Его отвели в камеру, где находился стол, пришел Ушаков, принес бумагу, чернила, стал уговаривать написать признание. В полночь его сменил другой следователь и тоже, не давая спать, требовал сделать признание.
А с утра опять продолжился допрос. Но он остался безрезультатным.
– Так продолжаться не может, – не скрывал раздражения следователь, и Тухачевского увели.
На этот раз Михаила Николаевича поместили в камеру с ярко светящимися лампами, свет которых жег каждую клетку тела. Единственный табурет. Спать не разрешали.
Утром его опять вызвали к следователю. И снова он отказался признать не существовавшее.
– Ну что ж, тогда я вынужден применить к вам другие меры.
Вошли два охранника и провели его к дверям соседней комнаты. Втолкнули внутрь и тотчас захлопнули дверь. Он успел увидеть трех бравых парней. И тут же удар свалил его с ног. Потом последовал жесткий удар в лицо, пах, живот…
Он не помнил, сколько времени был без сознания.
– Смойте с лица кровь, приведите себя в порядок, – приказал один из парней, когда он открыл глаза.

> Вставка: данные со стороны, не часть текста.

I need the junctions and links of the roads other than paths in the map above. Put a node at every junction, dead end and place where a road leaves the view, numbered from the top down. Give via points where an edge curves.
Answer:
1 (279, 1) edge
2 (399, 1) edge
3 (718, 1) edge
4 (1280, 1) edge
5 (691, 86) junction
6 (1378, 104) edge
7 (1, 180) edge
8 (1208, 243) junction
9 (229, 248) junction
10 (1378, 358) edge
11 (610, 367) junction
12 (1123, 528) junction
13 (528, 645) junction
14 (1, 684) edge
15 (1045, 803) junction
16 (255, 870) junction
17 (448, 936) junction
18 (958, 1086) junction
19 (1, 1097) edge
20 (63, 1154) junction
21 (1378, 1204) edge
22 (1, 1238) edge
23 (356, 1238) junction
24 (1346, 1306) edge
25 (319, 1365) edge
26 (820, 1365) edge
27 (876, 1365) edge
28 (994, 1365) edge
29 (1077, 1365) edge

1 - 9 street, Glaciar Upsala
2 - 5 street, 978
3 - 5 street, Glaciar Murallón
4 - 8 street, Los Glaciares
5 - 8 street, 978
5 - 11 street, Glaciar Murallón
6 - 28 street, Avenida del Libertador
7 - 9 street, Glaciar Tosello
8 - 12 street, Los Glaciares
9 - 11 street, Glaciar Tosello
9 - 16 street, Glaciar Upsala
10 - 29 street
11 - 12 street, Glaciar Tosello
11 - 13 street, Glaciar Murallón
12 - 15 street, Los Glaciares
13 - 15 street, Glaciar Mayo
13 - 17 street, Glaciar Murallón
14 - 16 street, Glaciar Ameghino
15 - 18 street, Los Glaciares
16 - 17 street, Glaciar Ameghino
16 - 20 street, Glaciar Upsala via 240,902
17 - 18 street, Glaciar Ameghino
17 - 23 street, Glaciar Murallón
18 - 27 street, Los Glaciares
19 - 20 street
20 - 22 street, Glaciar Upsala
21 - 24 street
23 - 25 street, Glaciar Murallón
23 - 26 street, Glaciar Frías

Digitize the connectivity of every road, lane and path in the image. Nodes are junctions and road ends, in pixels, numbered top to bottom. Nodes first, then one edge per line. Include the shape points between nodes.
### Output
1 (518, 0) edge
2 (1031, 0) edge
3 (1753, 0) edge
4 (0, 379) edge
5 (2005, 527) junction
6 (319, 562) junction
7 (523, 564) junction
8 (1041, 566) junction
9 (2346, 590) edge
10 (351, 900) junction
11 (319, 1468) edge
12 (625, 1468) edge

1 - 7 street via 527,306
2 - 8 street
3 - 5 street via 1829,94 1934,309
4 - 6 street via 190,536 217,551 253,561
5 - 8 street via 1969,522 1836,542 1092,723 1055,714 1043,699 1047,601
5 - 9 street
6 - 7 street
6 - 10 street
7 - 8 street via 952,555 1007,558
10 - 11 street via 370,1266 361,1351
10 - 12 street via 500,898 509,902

– Надеюсь, теперь вы согласитесь отвечать на вопросы, – не глядя на него, сказал следователь. – Пишите, как вам удалось связаться с польским агентом Домбалем…
– Поляком Домбалем? Он же был секретарем ЦК польской компартии.
– Не секретарем, а польским шпионом. Так и пишите – польским шпионом. И все такое прочее.
Склонившись над листом бумаги, он задумался, словно собираясь с мыслями. Две капли крови скатились по рассеченной брови и упали на бумагу. Он вытер лоб платком, а капли не стал смахивать.
– Возьмите, промокните, – протянул следователь промокашку.
Повинуясь, Михаил Николаевич взял ее, но не вытер кровь, а положил под влажную ладонь.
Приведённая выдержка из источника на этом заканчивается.